Andoni Itturioz – Auteur compositeur interprète

Andoni Itturioz – Auteur compositeur interprète

C’est une amie, la chanteuse Lisa Portelli, qui m’a conduit vers Harmoniques. Elle travaillait avec Marie Giraud et lorsqu’elle m’en faisait le compte rendu, la pertinence frappait l’oreille. J’ai donc entrepris un coaching avec Marie. Elle a beaucoup apporté au travail scénique, puis à l’enregistrement. Je faisais alors de la scène depuis trois ans, avec des résultats très inégaux – tantôt la grâce, tantôt la catastrophe. Je voulais stabiliser, trouver les outils qui me donnent cette grâce (au lieu qu’elle me tombe dessus). Marie m’a fait travailler des focus, la concentration, la disponibilité… donc la justesse. L’objectif a été atteint en quelques mois. Et comme il faut digérer, stabiliser toute cette connaissance, je continue le travail.

J’ai ensuite suivi le stage intensif «L’interprète en scène», avec Monique de Saint-Ghislain pour le corps, Marie Giraud pour le sensoriel, Lydie Callier pour la scène. Auteur avant d’être interprète. Il y a eu un déclic avec chaque intervenante. Marie, c’était l’idée de l’adresse : à qui on dit est plus important que ce qu’on dit ; Monique, la reconquête de mon corps ; Lydie, l’exigence animale, admirable.
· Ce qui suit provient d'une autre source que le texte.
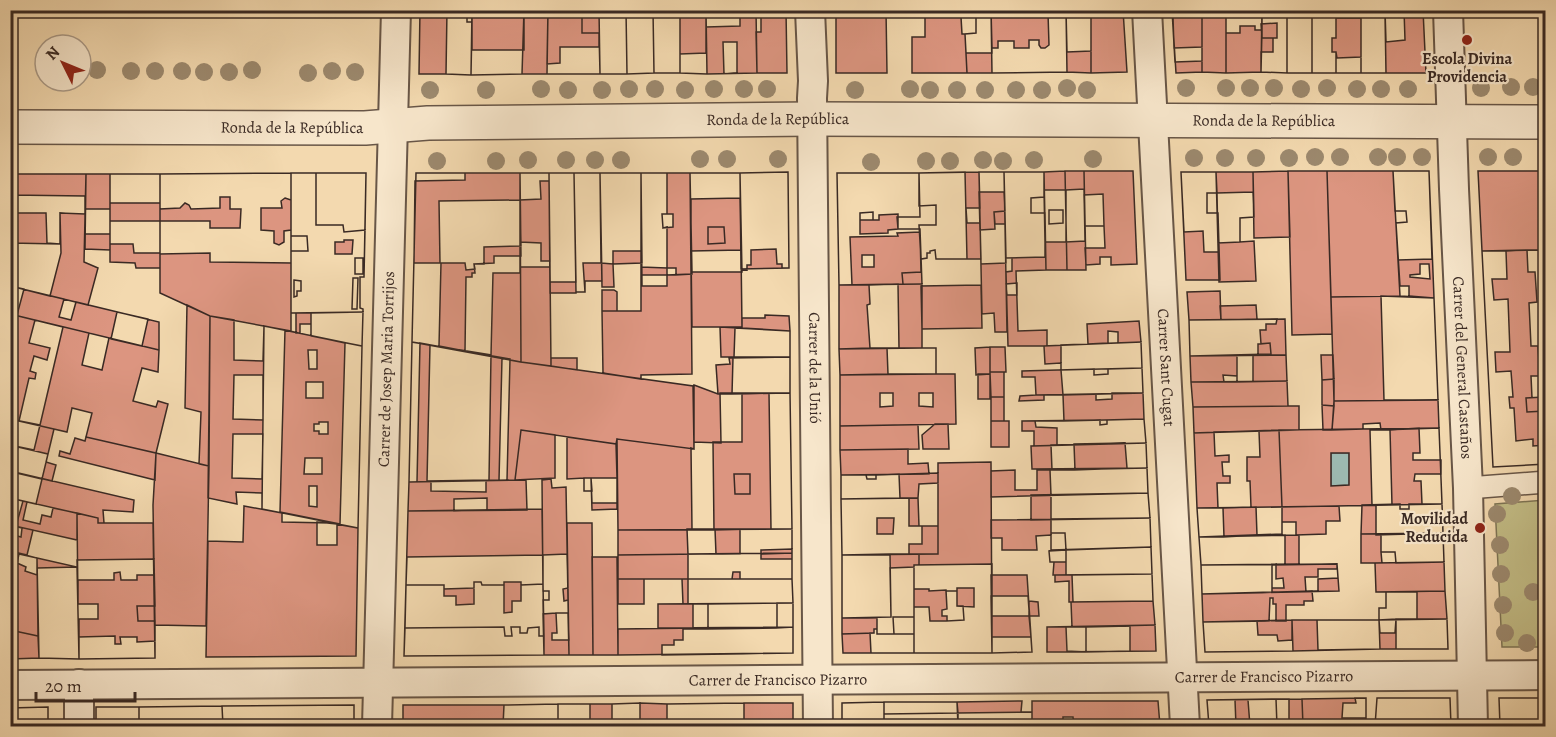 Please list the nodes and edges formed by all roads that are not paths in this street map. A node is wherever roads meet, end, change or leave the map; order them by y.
1 (396, 10) edge
2 (810, 10) edge
3 (1148, 10) edge
4 (1448, 10) edge
5 (813, 119) junction
6 (1155, 120) junction
7 (1452, 123) junction
8 (1545, 123) edge
9 (394, 125) junction
10 (10, 127) edge
11 (1545, 482) edge
12 (1468, 488) junction
13 (1473, 675) junction
14 (1545, 675) edge
15 (1181, 677) junction
16 (818, 680) junction
17 (378, 683) junction
18 (79, 684) junction
19 (10, 685) edge
20 (79, 726) edge
21 (376, 726) edge
22 (818, 726) edge
23 (1185, 726) edge
24 (1473, 726) edge

1 - 9 street, Carrer de Josep Maria Torrijos
2 - 5 street, Carrer de la Unió
3 - 6 street, Carrer Sant Cugat
4 - 7 street, Carrer del General Castaños
5 - 6 street, Ronda de la República
5 - 9 street, Ronda de la República
5 - 16 street, Carrer de la Unió
6 - 7 street, Ronda de la República
6 - 15 street, Carrer Sant Cugat
7 - 8 street, Ronda de la República
7 - 12 street, Carrer del General Castaños
9 - 10 street, Ronda de la República
9 - 17 street, Carrer de Josep Maria Torrijos
11 - 12 street
12 - 13 street, Carrer del General Castaños
13 - 14 street, Carrer de Francisco Pizarro
13 - 15 street, Carrer de Francisco Pizarro
13 - 24 street, Carrer del General Castaños
15 - 16 street, Carrer de Francisco Pizarro
15 - 23 street, Carrer Sant Cugat
16 - 17 street, Carrer de Francisco Pizarro
16 - 22 street, Carrer de la Unió
17 - 18 street, Carrer de Francisco Pizarro
17 - 21 street, Carrer de Josep Maria Torrijos
18 - 19 street, Carrer de Francisco Pizarro
18 - 20 street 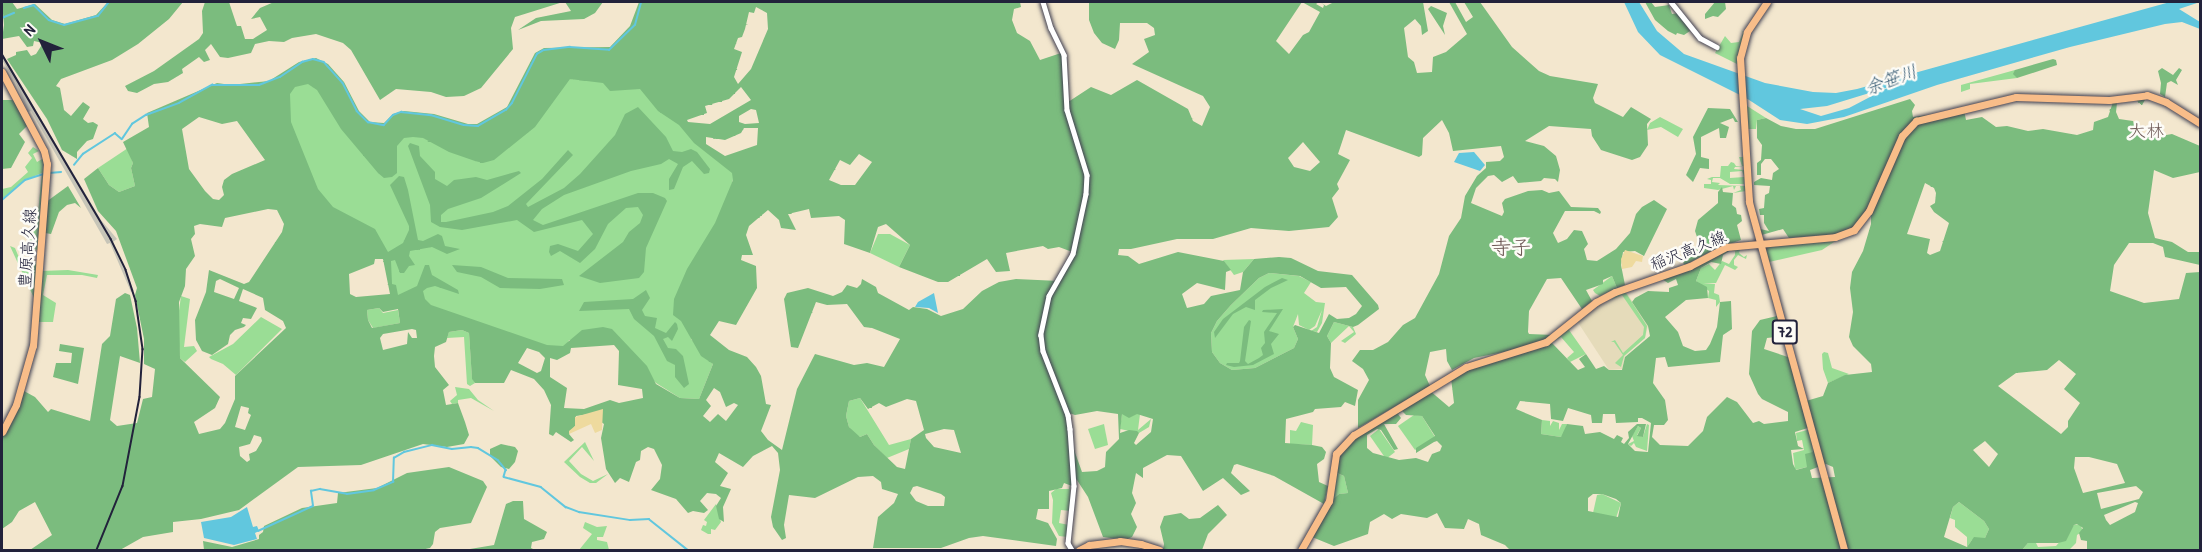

Dès la sortie du stage, en juin 2012, j’ai chanté – avec une jouissance telle, que j’ai dès lors tout fait pour la retrouver en moi. D’abord par une discipline du corps, puis par le coaching (avec Marie, qui est mon référent, mon repère) et enfin grâce à l’énergie nourrissante de Lydie, avec qui je travaille le sur un tour de chant.

Je n’ai jamais rencontré une formation aussi forte, aussi pertinente, tant pour acquérir plus de maîtrise en tant qu’interprète, que pour travailler aussi précisément dans les profondeurs de l’expression. J’ai trouvé bien plus que ce que je venais chercher. Par rapport à mes objectifs, mon appétit a grandi au fur et à mesure ; aujourd’hui j’ai une vraie boulimie de ce que propose Harmoniques !

Ce doit être dû à Jean-Francis Zermati. La pertinence de l’assemblage des intervenants, leur complémentarité, leur adéquation dépendent de celui qui a su les réunir. Il me fait penser à ces découvreurs de talents à l’ancienne, dans le monde du cabaret, et cela vaut aussi bien vis-à-vis des artistes que des coaches, ou de Wilfried à l’accueil, avec cette ambiance générale ouverte, généreuse, qui fait d’Harmoniques un vrai endroit de rencontre, y compris avec les autres artistes. Jean-Francis représente pour moi un véritable soutien. La pertinence que je vois dans son travail me vient en retour sur le mien.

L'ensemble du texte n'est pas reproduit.